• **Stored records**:
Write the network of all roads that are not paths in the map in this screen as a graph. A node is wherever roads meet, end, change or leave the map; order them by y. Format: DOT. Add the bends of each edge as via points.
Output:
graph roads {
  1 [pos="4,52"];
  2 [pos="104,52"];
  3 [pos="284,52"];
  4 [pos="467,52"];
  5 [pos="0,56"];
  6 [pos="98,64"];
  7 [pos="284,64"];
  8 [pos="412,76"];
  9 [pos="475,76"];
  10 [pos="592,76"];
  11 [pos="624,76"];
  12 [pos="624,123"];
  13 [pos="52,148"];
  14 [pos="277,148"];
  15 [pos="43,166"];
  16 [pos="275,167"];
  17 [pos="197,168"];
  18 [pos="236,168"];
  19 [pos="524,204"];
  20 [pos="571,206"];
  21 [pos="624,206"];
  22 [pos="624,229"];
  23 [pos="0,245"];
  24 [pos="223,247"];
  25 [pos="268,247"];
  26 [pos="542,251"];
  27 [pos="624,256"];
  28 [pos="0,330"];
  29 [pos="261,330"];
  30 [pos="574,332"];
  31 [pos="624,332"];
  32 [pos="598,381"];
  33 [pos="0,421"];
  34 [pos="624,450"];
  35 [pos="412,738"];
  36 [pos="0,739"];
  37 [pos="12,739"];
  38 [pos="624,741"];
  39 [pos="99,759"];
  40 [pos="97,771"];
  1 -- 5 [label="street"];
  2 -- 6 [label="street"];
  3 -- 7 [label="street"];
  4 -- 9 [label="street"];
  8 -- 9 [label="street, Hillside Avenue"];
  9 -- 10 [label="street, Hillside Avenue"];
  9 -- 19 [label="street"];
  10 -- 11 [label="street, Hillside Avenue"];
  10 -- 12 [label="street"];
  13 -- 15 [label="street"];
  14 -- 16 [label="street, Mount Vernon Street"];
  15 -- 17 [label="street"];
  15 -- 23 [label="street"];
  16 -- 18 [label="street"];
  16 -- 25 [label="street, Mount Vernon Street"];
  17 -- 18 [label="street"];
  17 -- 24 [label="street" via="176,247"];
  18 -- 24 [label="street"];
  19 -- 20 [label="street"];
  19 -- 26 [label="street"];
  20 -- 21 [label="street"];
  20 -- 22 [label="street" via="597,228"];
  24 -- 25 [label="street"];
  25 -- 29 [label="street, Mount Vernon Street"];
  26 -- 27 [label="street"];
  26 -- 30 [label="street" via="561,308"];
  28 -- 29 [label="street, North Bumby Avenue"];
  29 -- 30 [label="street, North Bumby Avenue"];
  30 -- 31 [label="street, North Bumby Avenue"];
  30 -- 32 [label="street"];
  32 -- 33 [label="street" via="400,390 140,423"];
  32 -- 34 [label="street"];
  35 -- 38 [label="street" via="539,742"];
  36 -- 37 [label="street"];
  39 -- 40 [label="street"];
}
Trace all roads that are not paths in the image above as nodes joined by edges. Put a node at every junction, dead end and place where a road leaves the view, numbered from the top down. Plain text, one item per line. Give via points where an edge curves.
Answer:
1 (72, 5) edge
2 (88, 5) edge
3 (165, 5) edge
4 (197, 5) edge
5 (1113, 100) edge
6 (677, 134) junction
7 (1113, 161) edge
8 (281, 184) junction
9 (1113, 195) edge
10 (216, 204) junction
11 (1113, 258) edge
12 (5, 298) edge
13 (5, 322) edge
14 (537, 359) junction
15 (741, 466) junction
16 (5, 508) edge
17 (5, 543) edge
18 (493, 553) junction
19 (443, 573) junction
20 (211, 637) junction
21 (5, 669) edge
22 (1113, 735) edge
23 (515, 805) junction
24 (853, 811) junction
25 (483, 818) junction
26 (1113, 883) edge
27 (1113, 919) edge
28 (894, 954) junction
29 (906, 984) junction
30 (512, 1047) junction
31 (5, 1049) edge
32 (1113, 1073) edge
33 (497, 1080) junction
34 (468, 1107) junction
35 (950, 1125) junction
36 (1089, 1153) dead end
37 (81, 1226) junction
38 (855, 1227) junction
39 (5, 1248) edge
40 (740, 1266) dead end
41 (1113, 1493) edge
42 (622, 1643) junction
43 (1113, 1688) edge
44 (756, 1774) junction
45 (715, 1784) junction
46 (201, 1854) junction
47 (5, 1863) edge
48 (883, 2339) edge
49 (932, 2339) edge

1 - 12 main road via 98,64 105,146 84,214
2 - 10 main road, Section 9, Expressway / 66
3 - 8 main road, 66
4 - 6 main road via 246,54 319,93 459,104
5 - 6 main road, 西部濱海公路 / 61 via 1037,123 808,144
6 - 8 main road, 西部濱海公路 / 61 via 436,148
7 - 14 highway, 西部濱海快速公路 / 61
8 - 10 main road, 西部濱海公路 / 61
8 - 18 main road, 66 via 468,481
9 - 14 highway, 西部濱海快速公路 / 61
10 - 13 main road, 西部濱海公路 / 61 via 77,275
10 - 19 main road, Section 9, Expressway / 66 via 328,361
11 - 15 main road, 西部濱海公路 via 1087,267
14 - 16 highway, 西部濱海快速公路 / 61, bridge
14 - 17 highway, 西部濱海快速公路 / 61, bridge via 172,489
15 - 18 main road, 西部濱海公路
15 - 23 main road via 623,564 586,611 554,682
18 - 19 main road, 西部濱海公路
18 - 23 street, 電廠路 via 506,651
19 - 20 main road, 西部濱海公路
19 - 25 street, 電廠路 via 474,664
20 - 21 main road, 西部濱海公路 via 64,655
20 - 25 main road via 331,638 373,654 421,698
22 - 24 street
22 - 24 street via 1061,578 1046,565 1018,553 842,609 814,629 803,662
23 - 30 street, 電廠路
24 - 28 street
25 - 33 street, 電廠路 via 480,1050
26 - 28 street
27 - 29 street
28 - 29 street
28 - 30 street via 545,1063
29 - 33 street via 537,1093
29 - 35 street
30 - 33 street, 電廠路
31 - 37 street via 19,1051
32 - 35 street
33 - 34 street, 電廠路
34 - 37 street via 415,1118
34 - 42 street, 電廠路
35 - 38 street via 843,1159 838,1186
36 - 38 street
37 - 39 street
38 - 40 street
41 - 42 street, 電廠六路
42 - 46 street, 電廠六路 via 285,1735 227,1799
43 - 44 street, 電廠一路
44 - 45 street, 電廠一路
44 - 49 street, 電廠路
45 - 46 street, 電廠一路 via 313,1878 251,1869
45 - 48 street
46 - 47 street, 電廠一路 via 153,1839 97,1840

• **Task prompt**: Give the number of lines above that hold the word "bridge", and nothing more.

• **Result for this exercise**: 2